WORK ORDER:
Each record must be reproduced exactly as it is shown.

RECORDS FOR THE TASK:
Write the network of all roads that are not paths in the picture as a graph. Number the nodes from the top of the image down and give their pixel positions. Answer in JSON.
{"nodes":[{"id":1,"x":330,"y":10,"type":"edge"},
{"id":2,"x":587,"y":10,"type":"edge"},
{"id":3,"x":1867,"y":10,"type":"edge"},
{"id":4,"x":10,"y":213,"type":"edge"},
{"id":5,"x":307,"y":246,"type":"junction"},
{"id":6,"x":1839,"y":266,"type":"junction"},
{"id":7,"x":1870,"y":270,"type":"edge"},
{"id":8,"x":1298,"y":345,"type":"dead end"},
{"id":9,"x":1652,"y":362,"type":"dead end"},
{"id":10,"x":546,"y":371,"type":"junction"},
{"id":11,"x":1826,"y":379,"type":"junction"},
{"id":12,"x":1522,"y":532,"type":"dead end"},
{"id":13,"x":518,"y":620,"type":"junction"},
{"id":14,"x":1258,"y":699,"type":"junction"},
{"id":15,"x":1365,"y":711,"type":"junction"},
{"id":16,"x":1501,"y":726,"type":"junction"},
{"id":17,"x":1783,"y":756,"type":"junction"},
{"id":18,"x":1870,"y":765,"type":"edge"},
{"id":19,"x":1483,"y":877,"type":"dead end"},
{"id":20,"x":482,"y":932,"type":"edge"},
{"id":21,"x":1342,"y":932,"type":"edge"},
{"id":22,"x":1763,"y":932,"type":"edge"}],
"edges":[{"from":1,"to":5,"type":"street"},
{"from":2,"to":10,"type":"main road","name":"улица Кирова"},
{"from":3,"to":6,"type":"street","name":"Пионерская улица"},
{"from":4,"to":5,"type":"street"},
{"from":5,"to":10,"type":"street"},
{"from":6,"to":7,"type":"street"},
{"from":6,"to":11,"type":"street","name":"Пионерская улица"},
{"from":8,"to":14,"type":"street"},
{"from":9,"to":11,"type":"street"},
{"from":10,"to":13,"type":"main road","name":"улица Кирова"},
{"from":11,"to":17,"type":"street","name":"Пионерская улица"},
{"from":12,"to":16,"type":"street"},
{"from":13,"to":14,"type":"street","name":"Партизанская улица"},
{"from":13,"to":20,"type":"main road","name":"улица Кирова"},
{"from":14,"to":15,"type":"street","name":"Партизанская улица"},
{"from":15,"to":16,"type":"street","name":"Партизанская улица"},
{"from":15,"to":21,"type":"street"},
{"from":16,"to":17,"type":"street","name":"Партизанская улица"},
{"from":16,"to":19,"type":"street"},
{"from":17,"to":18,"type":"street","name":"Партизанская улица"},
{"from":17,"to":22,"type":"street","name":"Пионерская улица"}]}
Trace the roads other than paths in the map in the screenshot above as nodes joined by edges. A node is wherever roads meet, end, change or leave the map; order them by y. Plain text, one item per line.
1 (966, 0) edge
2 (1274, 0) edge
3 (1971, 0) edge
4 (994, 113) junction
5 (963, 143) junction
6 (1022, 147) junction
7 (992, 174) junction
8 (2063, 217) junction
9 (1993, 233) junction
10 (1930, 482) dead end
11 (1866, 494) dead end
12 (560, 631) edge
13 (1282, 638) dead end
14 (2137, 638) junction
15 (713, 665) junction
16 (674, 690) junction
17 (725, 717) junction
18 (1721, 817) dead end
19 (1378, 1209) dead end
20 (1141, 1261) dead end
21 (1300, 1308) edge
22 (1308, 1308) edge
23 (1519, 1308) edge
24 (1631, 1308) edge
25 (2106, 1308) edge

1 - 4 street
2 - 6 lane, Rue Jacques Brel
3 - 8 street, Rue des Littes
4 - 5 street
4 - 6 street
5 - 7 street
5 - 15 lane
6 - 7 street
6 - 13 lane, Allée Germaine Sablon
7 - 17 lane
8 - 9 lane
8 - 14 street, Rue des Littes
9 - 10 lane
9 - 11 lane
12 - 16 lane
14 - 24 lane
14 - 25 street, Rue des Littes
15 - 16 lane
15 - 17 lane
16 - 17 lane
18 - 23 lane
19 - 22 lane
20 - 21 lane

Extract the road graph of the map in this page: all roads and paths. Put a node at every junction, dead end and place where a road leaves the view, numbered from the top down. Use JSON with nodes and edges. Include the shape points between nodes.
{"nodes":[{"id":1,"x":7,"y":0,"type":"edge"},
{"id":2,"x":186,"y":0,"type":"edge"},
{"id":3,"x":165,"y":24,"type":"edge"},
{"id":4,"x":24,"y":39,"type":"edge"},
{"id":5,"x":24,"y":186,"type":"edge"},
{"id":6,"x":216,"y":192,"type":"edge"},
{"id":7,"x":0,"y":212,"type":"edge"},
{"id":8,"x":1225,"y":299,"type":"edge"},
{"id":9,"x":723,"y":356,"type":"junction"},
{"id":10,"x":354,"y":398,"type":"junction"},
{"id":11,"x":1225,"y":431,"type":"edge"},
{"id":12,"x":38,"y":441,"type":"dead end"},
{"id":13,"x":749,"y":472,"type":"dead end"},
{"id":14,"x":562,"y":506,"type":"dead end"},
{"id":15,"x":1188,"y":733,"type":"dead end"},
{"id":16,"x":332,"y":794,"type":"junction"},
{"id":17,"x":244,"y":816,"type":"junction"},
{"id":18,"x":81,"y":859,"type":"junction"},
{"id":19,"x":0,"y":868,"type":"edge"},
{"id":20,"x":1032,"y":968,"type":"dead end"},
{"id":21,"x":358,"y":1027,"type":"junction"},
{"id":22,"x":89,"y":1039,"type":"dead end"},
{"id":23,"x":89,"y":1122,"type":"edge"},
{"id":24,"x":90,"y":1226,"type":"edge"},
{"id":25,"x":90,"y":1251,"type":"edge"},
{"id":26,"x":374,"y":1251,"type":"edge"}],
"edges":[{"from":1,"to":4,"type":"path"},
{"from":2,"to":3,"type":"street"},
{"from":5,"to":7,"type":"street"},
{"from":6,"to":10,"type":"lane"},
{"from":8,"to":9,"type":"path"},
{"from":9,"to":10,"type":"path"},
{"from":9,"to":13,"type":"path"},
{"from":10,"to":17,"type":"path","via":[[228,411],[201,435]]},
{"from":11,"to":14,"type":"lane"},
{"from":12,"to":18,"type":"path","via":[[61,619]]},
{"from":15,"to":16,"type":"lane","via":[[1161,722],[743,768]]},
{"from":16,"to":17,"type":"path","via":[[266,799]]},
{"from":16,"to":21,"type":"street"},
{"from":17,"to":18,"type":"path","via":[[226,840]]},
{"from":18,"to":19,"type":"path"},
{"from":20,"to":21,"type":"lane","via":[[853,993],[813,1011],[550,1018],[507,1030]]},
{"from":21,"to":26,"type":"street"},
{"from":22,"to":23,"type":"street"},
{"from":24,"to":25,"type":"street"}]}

ANSWER AREA:
Write the network of all roads that are not paths in the picture as a graph. Number the nodes from the top of the image down and give their pixel positions. Answer in JSON.
{"nodes":[{"id":1,"x":330,"y":10,"type":"edge"},
{"id":2,"x":587,"y":10,"type":"edge"},
{"id":3,"x":1867,"y":10,"type":"edge"},
{"id":4,"x":10,"y":213,"type":"edge"},
{"id":5,"x":307,"y":246,"type":"junction"},
{"id":6,"x":1839,"y":266,"type":"junction"},
{"id":7,"x":1870,"y":270,"type":"edge"},
{"id":8,"x":1298,"y":345,"type":"dead end"},
{"id":9,"x":1652,"y":362,"type":"dead end"},
{"id":10,"x":546,"y":371,"type":"junction"},
{"id":11,"x":1826,"y":379,"type":"junction"},
{"id":12,"x":1522,"y":532,"type":"dead end"},
{"id":13,"x":518,"y":620,"type":"junction"},
{"id":14,"x":1258,"y":699,"type":"junction"},
{"id":15,"x":1365,"y":711,"type":"junction"},
{"id":16,"x":1501,"y":726,"type":"junction"},
{"id":17,"x":1783,"y":756,"type":"junction"},
{"id":18,"x":1870,"y":765,"type":"edge"},
{"id":19,"x":1483,"y":877,"type":"dead end"},
{"id":20,"x":482,"y":932,"type":"edge"},
{"id":21,"x":1342,"y":932,"type":"edge"},
{"id":22,"x":1763,"y":932,"type":"edge"}],
"edges":[{"from":1,"to":5,"type":"street"},
{"from":2,"to":10,"type":"main road","name":"улица Кирова"},
{"from":3,"to":6,"type":"street","name":"Пионерская улица"},
{"from":4,"to":5,"type":"street"},
{"from":5,"to":10,"type":"street"},
{"from":6,"to":7,"type":"street"},
{"from":6,"to":11,"type":"street","name":"Пионерская улица"},
{"from":8,"to":14,"type":"street"},
{"from":9,"to":11,"type":"street"},
{"from":10,"to":13,"type":"main road","name":"улица Кирова"},
{"from":11,"to":17,"type":"street","name":"Пионерская улица"},
{"from":12,"to":16,"type":"street"},
{"from":13,"to":14,"type":"street","name":"Партизанская улица"},
{"from":13,"to":20,"type":"main road","name":"улица Кирова"},
{"from":14,"to":15,"type":"street","name":"Партизанская улица"},
{"from":15,"to":16,"type":"street","name":"Партизанская улица"},
{"from":15,"to":21,"type":"street"},
{"from":16,"to":17,"type":"street","name":"Партизанская улица"},
{"from":16,"to":19,"type":"street"},
{"from":17,"to":18,"type":"street","name":"Партизанская улица"},
{"from":17,"to":22,"type":"street","name":"Пионерская улица"}]}
Trace the roads other than paths in the map in the screenshot above as nodes joined by edges. A node is wherever roads meet, end, change or leave the map; order them by y. Plain text, one item per line.
1 (966, 0) edge
2 (1274, 0) edge
3 (1971, 0) edge
4 (994, 113) junction
5 (963, 143) junction
6 (1022, 147) junction
7 (992, 174) junction
8 (2063, 217) junction
9 (1993, 233) junction
10 (1930, 482) dead end
11 (1866, 494) dead end
12 (560, 631) edge
13 (1282, 638) dead end
14 (2137, 638) junction
15 (713, 665) junction
16 (674, 690) junction
17 (725, 717) junction
18 (1721, 817) dead end
19 (1378, 1209) dead end
20 (1141, 1261) dead end
21 (1300, 1308) edge
22 (1308, 1308) edge
23 (1519, 1308) edge
24 (1631, 1308) edge
25 (2106, 1308) edge

1 - 4 street
2 - 6 lane, Rue Jacques Brel
3 - 8 street, Rue des Littes
4 - 5 street
4 - 6 street
5 - 7 street
5 - 15 lane
6 - 7 street
6 - 13 lane, Allée Germaine Sablon
7 - 17 lane
8 - 9 lane
8 - 14 street, Rue des Littes
9 - 10 lane
9 - 11 lane
12 - 16 lane
14 - 24 lane
14 - 25 street, Rue des Littes
15 - 16 lane
15 - 17 lane
16 - 17 lane
18 - 23 lane
19 - 22 lane
20 - 21 lane

Extract the road graph of the map in this page: all roads and paths. Put a node at every junction, dead end and place where a road leaves the view, numbered from the top down. Use JSON with nodes and edges. Include the shape points between nodes.
{"nodes":[{"id":1,"x":7,"y":0,"type":"edge"},
{"id":2,"x":186,"y":0,"type":"edge"},
{"id":3,"x":165,"y":24,"type":"edge"},
{"id":4,"x":24,"y":39,"type":"edge"},
{"id":5,"x":24,"y":186,"type":"edge"},
{"id":6,"x":216,"y":192,"type":"edge"},
{"id":7,"x":0,"y":212,"type":"edge"},
{"id":8,"x":1225,"y":299,"type":"edge"},
{"id":9,"x":723,"y":356,"type":"junction"},
{"id":10,"x":354,"y":398,"type":"junction"},
{"id":11,"x":1225,"y":431,"type":"edge"},
{"id":12,"x":38,"y":441,"type":"dead end"},
{"id":13,"x":749,"y":472,"type":"dead end"},
{"id":14,"x":562,"y":506,"type":"dead end"},
{"id":15,"x":1188,"y":733,"type":"dead end"},
{"id":16,"x":332,"y":794,"type":"junction"},
{"id":17,"x":244,"y":816,"type":"junction"},
{"id":18,"x":81,"y":859,"type":"junction"},
{"id":19,"x":0,"y":868,"type":"edge"},
{"id":20,"x":1032,"y":968,"type":"dead end"},
{"id":21,"x":358,"y":1027,"type":"junction"},
{"id":22,"x":89,"y":1039,"type":"dead end"},
{"id":23,"x":89,"y":1122,"type":"edge"},
{"id":24,"x":90,"y":1226,"type":"edge"},
{"id":25,"x":90,"y":1251,"type":"edge"},
{"id":26,"x":374,"y":1251,"type":"edge"}],
"edges":[{"from":1,"to":4,"type":"path"},
{"from":2,"to":3,"type":"street"},
{"from":5,"to":7,"type":"street"},
{"from":6,"to":10,"type":"lane"},
{"from":8,"to":9,"type":"path"},
{"from":9,"to":10,"type":"path"},
{"from":9,"to":13,"type":"path"},
{"from":10,"to":17,"type":"path","via":[[228,411],[201,435]]},
{"from":11,"to":14,"type":"lane"},
{"from":12,"to":18,"type":"path","via":[[61,619]]},
{"from":15,"to":16,"type":"lane","via":[[1161,722],[743,768]]},
{"from":16,"to":17,"type":"path","via":[[266,799]]},
{"from":16,"to":21,"type":"street"},
{"from":17,"to":18,"type":"path","via":[[226,840]]},
{"from":18,"to":19,"type":"path"},
{"from":20,"to":21,"type":"lane","via":[[853,993],[813,1011],[550,1018],[507,1030]]},
{"from":21,"to":26,"type":"street"},
{"from":22,"to":23,"type":"street"},
{"from":24,"to":25,"type":"street"}]}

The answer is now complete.